In the data below, find each line that contains the word "منزل" and copy it.

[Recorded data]
__________
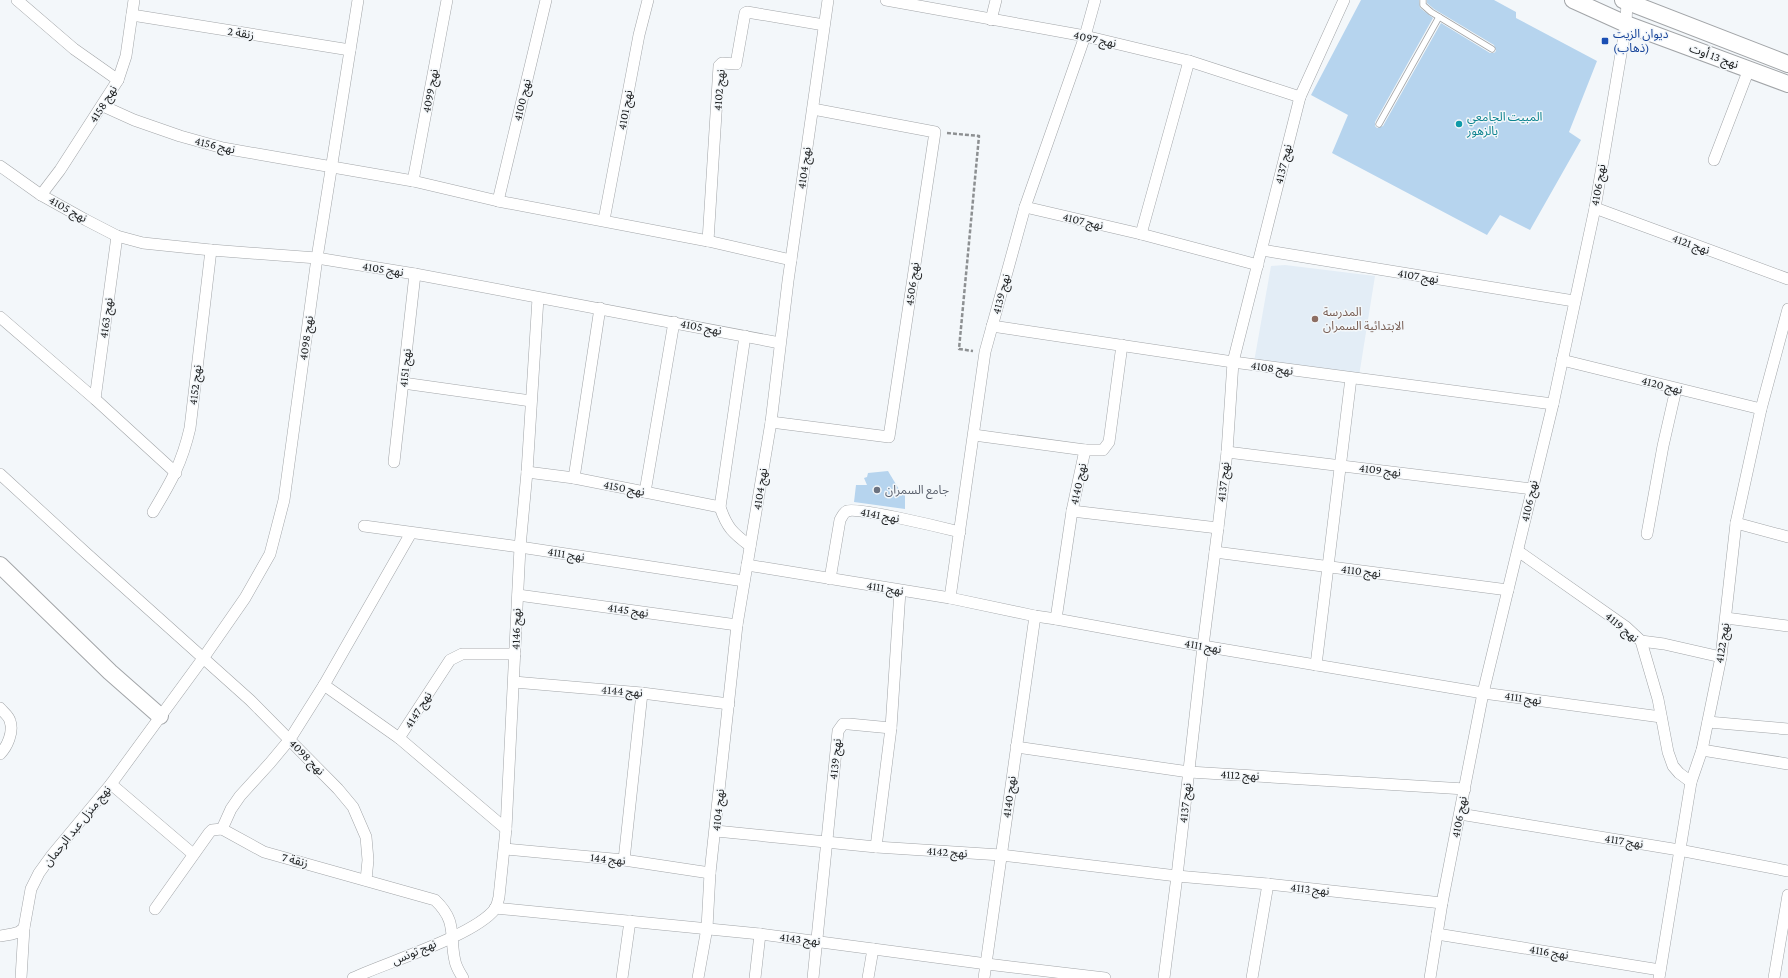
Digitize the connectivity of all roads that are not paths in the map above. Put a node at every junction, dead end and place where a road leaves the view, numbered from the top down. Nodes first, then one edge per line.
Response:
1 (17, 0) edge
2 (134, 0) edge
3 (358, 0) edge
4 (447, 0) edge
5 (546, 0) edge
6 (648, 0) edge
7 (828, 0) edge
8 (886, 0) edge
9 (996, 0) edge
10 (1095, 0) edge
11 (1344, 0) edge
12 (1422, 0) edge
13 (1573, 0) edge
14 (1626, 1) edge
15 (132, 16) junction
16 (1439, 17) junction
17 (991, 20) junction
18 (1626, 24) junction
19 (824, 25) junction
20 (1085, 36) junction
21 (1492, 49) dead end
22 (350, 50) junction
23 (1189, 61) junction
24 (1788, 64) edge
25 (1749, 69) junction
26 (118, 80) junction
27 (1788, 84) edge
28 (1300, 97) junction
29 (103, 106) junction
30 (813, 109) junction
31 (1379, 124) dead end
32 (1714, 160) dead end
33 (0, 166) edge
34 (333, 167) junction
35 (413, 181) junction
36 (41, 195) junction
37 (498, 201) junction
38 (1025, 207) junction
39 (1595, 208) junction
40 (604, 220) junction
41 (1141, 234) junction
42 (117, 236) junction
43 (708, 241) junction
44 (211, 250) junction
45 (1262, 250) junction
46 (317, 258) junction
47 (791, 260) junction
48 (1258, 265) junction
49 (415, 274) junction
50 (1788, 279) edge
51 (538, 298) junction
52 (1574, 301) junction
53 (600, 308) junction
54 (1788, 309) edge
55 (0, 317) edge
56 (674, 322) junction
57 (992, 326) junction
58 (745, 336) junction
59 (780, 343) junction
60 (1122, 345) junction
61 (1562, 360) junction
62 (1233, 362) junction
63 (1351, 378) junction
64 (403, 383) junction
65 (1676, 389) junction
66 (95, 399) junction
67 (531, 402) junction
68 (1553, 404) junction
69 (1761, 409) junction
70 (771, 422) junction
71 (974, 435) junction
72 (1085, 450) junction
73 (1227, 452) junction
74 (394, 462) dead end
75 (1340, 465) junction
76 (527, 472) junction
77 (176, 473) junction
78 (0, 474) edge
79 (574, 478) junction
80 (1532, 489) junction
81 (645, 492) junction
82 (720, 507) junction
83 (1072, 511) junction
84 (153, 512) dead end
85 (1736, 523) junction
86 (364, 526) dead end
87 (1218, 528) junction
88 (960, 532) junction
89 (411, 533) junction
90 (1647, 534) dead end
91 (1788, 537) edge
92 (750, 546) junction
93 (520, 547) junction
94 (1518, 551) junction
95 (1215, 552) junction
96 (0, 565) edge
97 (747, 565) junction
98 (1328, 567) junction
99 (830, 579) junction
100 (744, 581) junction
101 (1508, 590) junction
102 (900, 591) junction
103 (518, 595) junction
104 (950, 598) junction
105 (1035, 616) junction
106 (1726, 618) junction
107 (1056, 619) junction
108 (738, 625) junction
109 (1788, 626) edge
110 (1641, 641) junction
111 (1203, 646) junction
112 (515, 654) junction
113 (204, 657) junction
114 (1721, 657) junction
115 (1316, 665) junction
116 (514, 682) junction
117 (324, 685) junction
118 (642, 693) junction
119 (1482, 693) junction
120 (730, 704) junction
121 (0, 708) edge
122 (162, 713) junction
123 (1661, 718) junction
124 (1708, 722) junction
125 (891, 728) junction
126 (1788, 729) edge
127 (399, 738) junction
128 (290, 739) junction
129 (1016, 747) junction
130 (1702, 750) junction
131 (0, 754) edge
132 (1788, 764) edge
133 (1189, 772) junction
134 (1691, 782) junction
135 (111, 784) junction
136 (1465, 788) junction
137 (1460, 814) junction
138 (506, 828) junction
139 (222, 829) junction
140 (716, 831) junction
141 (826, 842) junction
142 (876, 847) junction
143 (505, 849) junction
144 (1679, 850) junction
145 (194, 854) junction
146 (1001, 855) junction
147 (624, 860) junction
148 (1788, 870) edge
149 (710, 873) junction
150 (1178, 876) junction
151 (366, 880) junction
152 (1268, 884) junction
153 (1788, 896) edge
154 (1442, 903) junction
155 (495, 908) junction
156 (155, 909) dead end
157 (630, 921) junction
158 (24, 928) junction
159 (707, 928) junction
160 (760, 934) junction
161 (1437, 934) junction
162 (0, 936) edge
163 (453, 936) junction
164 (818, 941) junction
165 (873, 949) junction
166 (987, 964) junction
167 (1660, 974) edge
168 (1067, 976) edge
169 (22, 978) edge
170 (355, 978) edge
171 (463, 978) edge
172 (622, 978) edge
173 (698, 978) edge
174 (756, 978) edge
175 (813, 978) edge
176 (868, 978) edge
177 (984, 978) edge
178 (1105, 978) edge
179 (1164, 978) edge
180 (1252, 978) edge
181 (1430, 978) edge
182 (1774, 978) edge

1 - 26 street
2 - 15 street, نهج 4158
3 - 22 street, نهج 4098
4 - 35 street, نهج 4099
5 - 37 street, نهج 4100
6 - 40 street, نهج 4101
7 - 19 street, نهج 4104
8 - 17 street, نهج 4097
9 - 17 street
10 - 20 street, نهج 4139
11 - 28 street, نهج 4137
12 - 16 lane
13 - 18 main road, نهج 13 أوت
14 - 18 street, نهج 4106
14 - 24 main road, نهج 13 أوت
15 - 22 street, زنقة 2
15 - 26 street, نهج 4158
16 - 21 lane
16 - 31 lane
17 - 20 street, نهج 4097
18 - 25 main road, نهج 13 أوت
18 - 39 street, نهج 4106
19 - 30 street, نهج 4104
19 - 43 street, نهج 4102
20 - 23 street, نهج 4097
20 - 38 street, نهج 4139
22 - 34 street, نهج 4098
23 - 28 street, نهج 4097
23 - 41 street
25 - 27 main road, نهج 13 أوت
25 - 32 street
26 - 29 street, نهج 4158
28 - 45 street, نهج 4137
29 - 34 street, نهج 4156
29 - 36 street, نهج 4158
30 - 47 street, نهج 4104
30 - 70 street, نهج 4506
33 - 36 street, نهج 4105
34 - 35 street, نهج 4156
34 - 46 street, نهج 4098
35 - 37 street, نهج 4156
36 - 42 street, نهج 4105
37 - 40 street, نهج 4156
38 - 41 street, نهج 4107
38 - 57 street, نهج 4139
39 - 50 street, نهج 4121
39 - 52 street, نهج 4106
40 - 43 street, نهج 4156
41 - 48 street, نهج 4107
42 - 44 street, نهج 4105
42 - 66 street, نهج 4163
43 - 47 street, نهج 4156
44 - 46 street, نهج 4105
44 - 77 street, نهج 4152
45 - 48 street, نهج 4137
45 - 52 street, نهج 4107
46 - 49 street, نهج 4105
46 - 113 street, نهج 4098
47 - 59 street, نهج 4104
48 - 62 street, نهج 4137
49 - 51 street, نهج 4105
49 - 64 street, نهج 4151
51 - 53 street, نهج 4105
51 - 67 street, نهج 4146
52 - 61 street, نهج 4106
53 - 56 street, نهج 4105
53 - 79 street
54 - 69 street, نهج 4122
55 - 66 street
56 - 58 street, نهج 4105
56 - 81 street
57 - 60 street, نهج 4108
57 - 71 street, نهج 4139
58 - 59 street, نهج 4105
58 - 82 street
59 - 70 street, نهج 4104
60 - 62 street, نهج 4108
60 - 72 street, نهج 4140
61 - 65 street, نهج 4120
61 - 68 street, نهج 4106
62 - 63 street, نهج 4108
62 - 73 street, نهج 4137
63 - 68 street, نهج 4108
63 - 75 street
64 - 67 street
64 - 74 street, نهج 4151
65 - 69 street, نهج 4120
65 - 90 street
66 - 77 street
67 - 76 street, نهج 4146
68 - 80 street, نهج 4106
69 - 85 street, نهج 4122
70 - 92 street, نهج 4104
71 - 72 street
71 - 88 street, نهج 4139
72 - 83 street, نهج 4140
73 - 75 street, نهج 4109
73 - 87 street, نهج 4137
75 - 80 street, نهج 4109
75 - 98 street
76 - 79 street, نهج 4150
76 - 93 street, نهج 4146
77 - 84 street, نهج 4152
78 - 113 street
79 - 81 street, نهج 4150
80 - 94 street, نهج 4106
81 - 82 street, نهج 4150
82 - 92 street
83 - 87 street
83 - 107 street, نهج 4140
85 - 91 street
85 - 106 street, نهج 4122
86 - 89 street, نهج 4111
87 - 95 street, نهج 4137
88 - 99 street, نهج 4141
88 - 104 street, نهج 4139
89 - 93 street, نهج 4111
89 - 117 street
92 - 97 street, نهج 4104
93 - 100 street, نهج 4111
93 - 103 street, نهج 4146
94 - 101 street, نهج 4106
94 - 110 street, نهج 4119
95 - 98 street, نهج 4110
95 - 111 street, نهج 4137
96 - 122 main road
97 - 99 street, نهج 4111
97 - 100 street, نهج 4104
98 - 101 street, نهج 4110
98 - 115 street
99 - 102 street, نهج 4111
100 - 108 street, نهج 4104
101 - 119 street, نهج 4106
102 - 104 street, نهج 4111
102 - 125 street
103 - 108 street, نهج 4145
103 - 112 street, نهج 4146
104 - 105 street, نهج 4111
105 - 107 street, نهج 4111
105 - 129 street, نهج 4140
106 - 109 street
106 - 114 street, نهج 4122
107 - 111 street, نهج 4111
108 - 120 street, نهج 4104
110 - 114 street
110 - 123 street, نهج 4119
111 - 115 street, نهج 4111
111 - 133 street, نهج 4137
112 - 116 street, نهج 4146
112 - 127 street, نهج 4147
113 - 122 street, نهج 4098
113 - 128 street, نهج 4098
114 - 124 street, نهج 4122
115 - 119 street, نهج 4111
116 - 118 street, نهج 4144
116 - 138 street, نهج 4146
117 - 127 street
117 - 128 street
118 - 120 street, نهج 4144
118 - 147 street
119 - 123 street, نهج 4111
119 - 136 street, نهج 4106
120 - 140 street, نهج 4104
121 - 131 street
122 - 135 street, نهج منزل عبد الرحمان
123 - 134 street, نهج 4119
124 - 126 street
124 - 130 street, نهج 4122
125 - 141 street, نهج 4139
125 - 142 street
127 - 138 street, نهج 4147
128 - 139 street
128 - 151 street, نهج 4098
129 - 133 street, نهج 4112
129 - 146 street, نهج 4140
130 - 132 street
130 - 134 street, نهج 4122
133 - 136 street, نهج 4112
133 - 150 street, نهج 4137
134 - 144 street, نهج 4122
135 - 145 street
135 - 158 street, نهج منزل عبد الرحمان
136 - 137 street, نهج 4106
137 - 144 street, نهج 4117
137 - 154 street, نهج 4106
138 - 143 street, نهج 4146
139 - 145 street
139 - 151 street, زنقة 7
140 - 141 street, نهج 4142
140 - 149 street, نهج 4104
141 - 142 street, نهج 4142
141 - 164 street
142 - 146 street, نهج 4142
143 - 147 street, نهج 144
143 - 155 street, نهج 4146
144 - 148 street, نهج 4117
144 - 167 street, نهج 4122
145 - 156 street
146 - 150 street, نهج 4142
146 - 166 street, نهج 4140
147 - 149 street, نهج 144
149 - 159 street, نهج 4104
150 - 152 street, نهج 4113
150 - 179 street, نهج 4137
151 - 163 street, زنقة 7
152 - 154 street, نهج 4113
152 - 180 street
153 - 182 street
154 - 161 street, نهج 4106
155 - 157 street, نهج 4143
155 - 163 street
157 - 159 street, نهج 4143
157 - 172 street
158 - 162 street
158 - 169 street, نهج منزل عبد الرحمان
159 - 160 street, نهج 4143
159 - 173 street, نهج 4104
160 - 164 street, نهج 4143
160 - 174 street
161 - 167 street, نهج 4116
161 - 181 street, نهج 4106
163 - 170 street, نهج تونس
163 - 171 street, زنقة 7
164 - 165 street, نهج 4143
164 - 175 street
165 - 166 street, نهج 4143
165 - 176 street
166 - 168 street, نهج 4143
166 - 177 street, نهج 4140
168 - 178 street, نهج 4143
__________
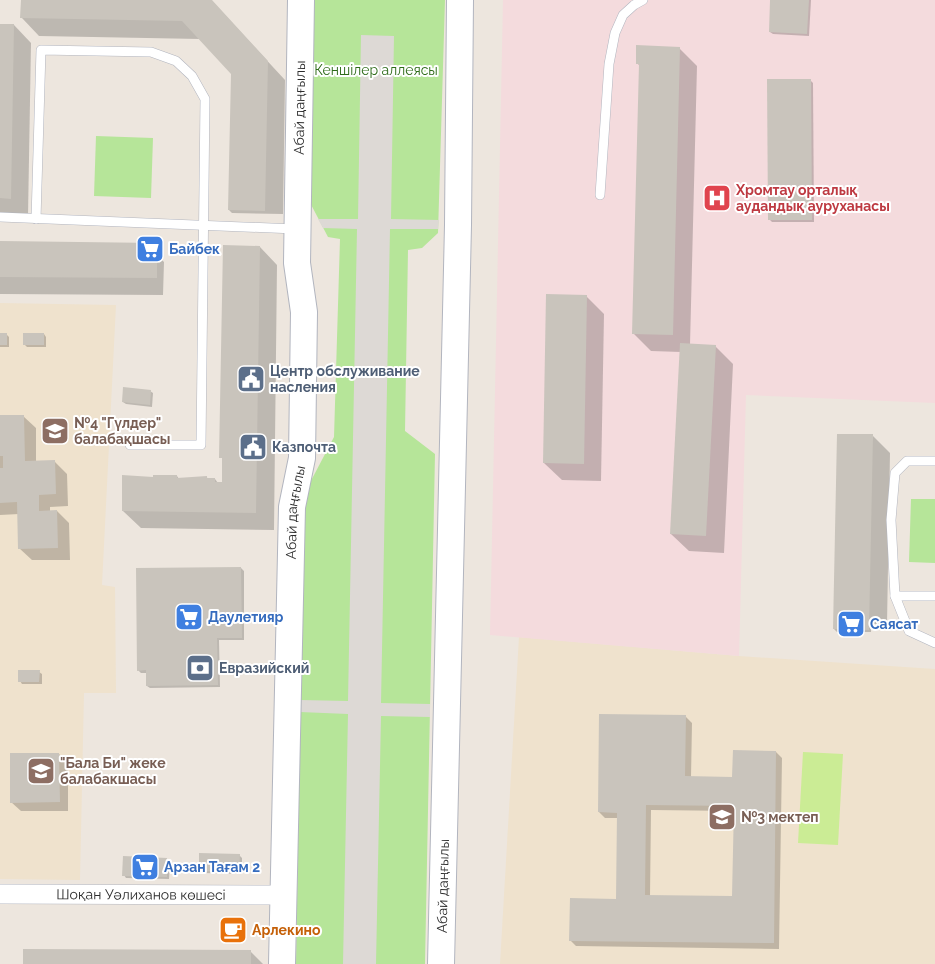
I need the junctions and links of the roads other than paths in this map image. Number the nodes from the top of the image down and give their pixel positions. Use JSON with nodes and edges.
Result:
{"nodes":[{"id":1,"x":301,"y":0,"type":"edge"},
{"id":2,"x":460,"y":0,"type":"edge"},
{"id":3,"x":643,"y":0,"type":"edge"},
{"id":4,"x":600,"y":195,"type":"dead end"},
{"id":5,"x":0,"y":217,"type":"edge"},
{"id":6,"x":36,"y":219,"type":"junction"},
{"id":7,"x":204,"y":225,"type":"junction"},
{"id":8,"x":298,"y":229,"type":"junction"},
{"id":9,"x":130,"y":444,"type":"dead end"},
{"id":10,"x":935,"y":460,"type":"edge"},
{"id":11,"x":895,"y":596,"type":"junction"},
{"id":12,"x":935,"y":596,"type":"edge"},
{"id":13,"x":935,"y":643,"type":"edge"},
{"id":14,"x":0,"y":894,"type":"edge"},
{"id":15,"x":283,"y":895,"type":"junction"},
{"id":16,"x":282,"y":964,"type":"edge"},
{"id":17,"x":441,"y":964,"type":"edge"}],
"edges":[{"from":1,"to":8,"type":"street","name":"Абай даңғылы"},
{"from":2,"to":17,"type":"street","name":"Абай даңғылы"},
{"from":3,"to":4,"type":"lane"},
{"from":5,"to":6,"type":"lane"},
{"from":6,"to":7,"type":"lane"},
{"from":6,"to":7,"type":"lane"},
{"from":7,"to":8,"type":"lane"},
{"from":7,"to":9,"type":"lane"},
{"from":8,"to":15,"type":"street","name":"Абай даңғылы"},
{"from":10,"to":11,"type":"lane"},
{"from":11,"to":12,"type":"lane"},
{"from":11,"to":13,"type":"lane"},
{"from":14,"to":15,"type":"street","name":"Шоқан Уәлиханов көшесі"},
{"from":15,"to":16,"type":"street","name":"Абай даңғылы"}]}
__________
- SOLUTION TO THE PROBLEM:
122 - 135 street, نهج منزل عبد الرحمان
135 - 158 street, نهج منزل عبد الرحمان
158 - 169 street, نهج منزل عبد الرحمان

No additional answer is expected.